Remie and I left for the airport at 6.30a to pick up Sandy. We were so excited (Remie said it was the best part of her day). It's wonderful to see her again and so nice that she just fits in to the craziness of life at the moment. We had a fairly quiet morning at home while the boys shopped for last-minute camping things. We all ventured down to the beach in the mid-afternoon to play in the waves, which was great fun. After dinner at The Fish Shack we walked home, showered and all collapsed exhausted. It'll be lights out for me by 8.45p, kicking off me week of going to bed while it's still light. I just hope I'm rested and hydrated enough for tomorrow's blood test.

Saturday, 4 January 2014

Day 117: Cramming it in

I confess I am tired.

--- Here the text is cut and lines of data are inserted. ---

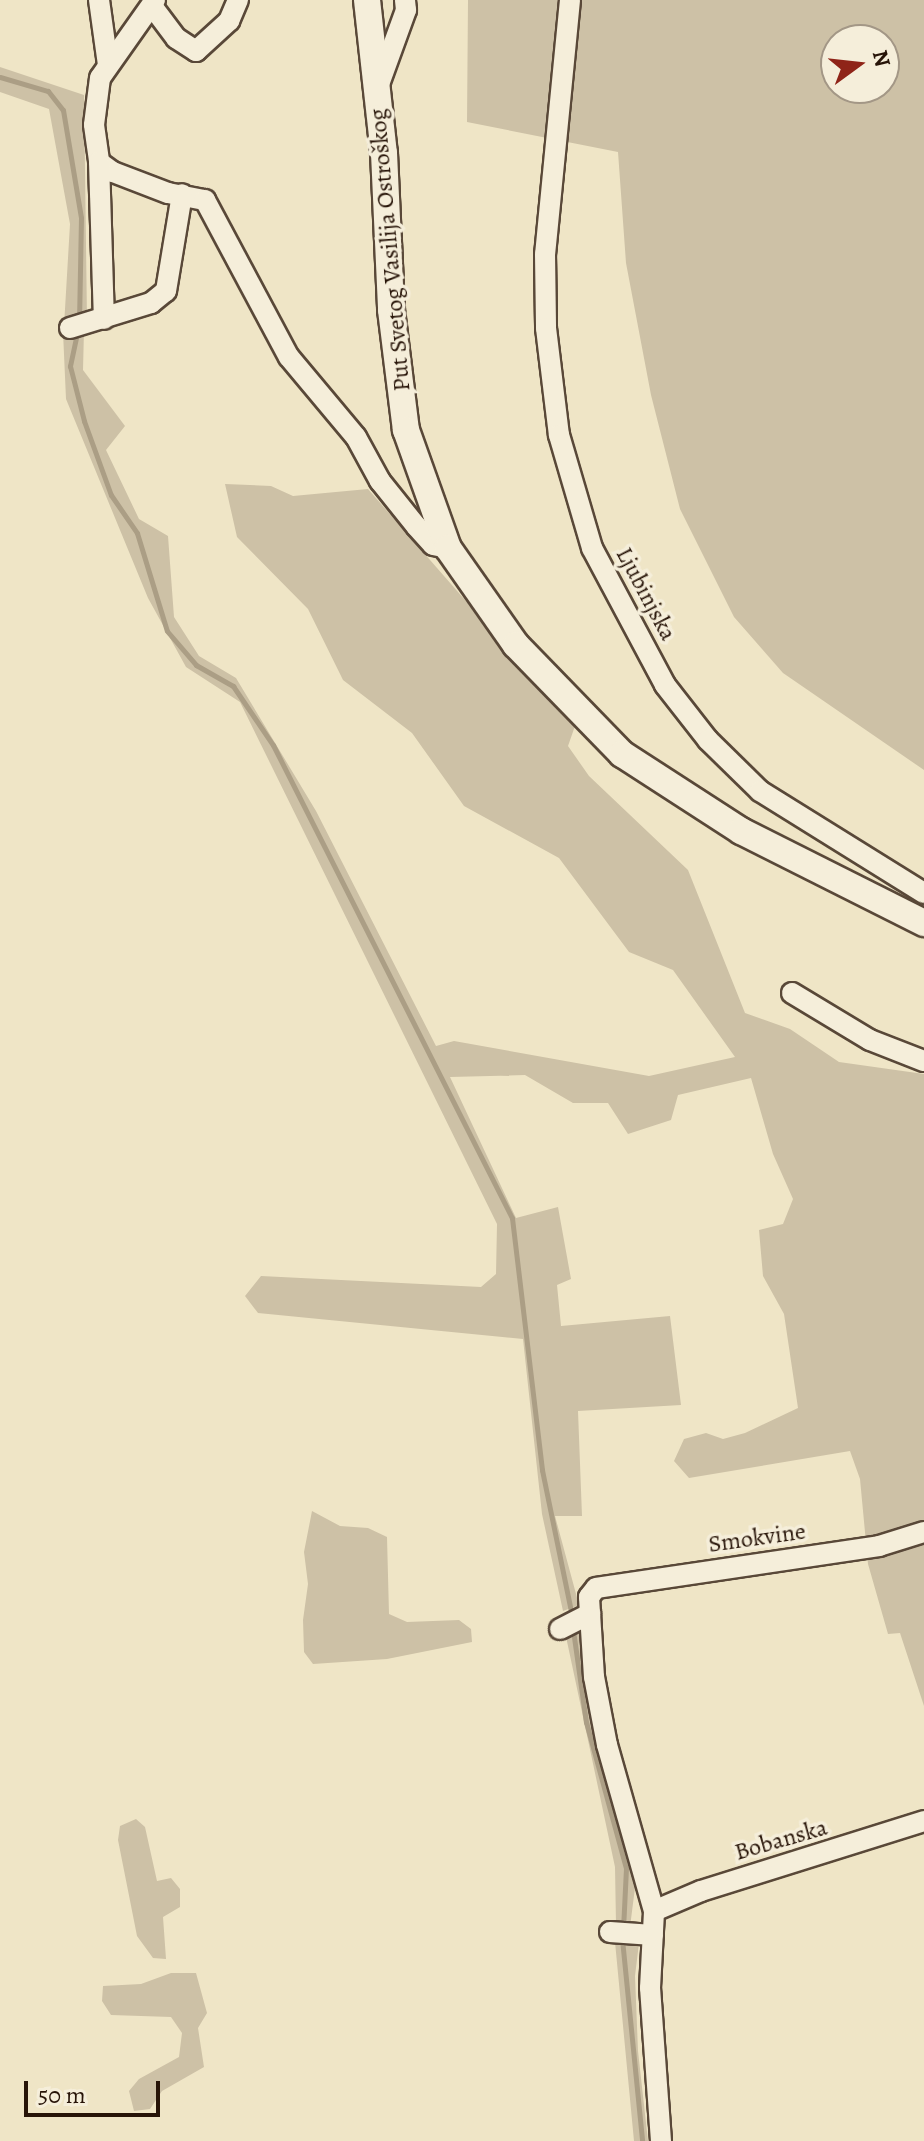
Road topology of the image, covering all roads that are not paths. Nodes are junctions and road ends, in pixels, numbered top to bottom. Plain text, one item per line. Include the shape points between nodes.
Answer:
1 (99, 0) edge
2 (238, 0) edge
3 (367, 0) edge
4 (405, 0) edge
5 (570, 0) edge
6 (154, 3) edge
7 (108, 65) junction
8 (377, 91) junction
9 (99, 162) junction
10 (182, 194) junction
11 (104, 319) junction
12 (70, 328) dead end
13 (448, 548) junction
14 (924, 893) edge
15 (924, 923) edge
16 (792, 993) dead end
17 (924, 1061) edge
18 (924, 1532) edge
19 (586, 1616) junction
20 (560, 1629) dead end
21 (924, 1821) edge
22 (654, 1911) junction
23 (610, 1932) dead end
24 (653, 1935) junction
25 (661, 2141) edge

1 - 7 street
2 - 6 street via 229,21 196,51 176,38
3 - 8 street, Put Svetog Vasilija Ostroškog
4 - 8 street
5 - 14 street, Ljubinjska via 550,195 546,328 559,435 592,548 658,672 708,740 760,791
6 - 7 street
7 - 9 street via 100,78 94,115
8 - 13 street, Put Svetog Vasilija Ostroškog via 391,310 406,430
9 - 10 street via 113,172
9 - 11 street
10 - 11 street via 166,291 151,303
10 - 13 street via 205,200 289,357 356,437 380,481 416,526 433,545
11 - 12 street
13 - 15 street, Put Svetog Vasilija Ostroškog via 516,645 622,754 741,831
16 - 17 street via 870,1040
18 - 19 street, Smokvine via 879,1546 596,1588
19 - 20 street
19 - 22 street via 607,1745
21 - 22 street, Bobanska via 701,1891
22 - 24 street
23 - 24 street
24 - 25 street via 650,1988

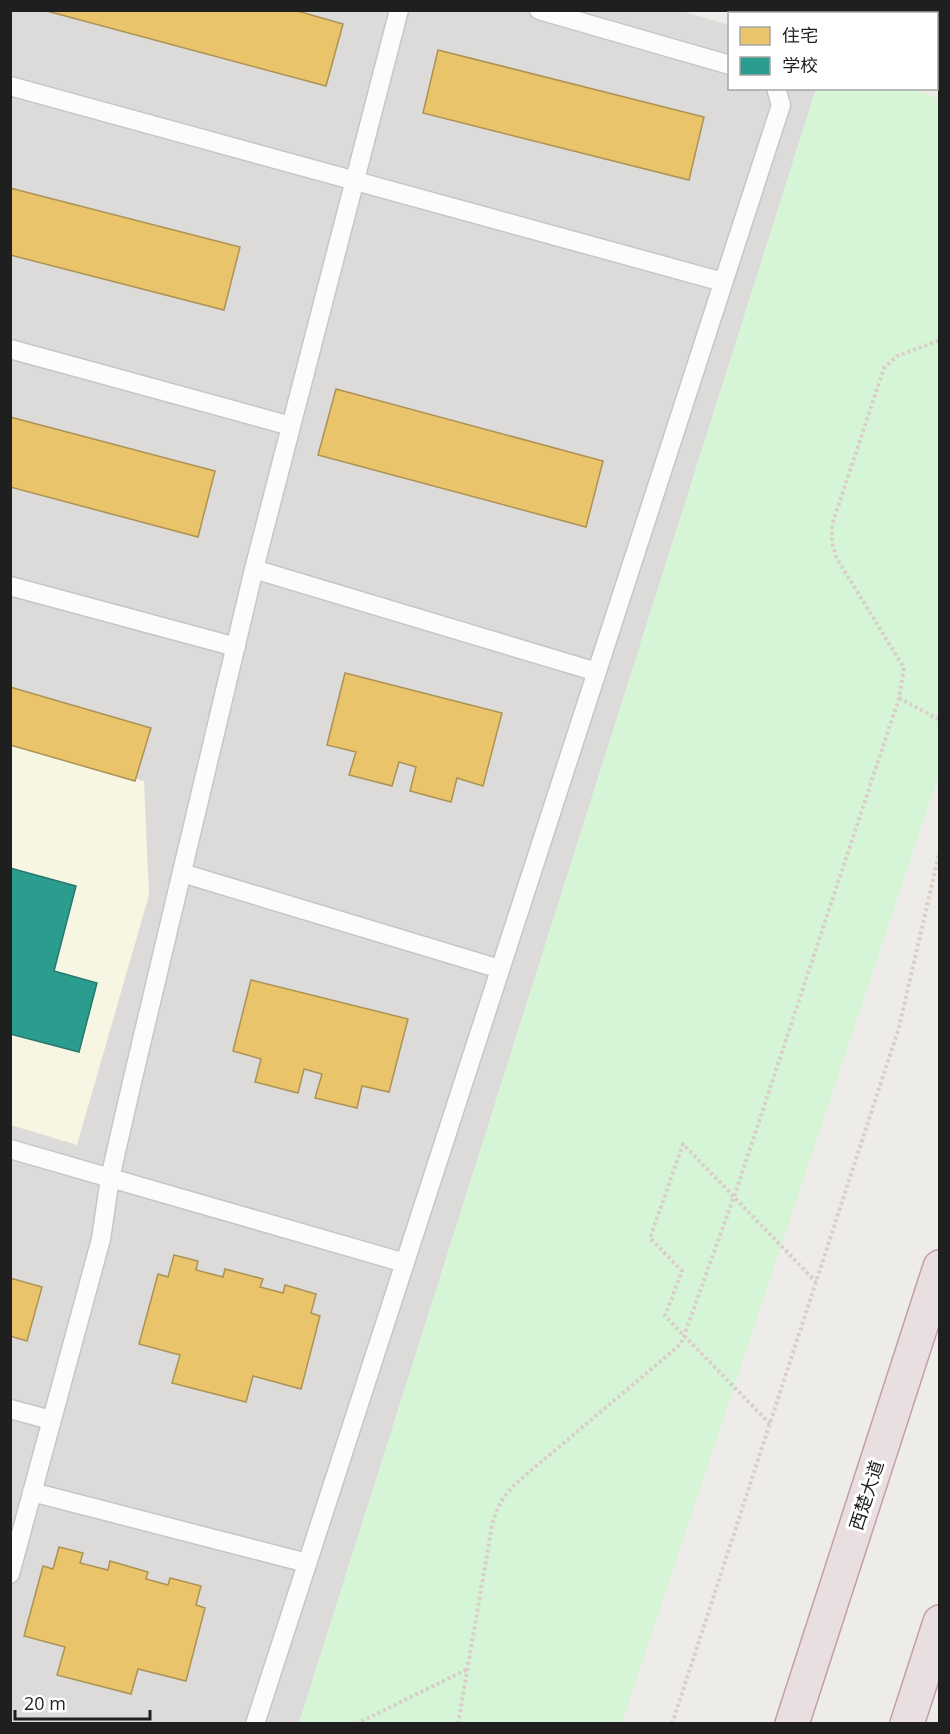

I've been ready for sleep by 7.30p the past few nights. Now, we know that I am no longer a party animal, but that is pathetic even for me. Why am I so shattered, especially when I'm in a "good week"? The answer is simple: I've been trying to packthe majority of my summer into the past 2 weeks. I have not stopped, going from swim club in the morning to a walk and lunch with a friend to a quick afternoon surf play at the beach. I know it's not very clever as I want to feel good and rested for my 3rd chemo cycle next Tuesday, but I can't help myself. When the sun shines I feel I need to make hay ( or whatever that expression is). I figure I'll have a week of forced rest next week so I want to get out while I can. I've also been struggling with terrible allergies and sore, watery eyes the past 3 days. My eyes were sore enough that I had to get out of the surf today because the salt water stung so much. I have no idea what part the chemo is is playing in it; I'll try to remember to mention it to Dr. Fran on Tuesday. I am hoping to slow down a little the next few days with Sandy's arrival tomorrow and my boys' departure to Cuboree (4 nights of 3,600 Cubs ages 8-11 camping and 1,400 leaders and parents supervising!). With 2 family members gone and one divine friend arriving I'm sure things will change.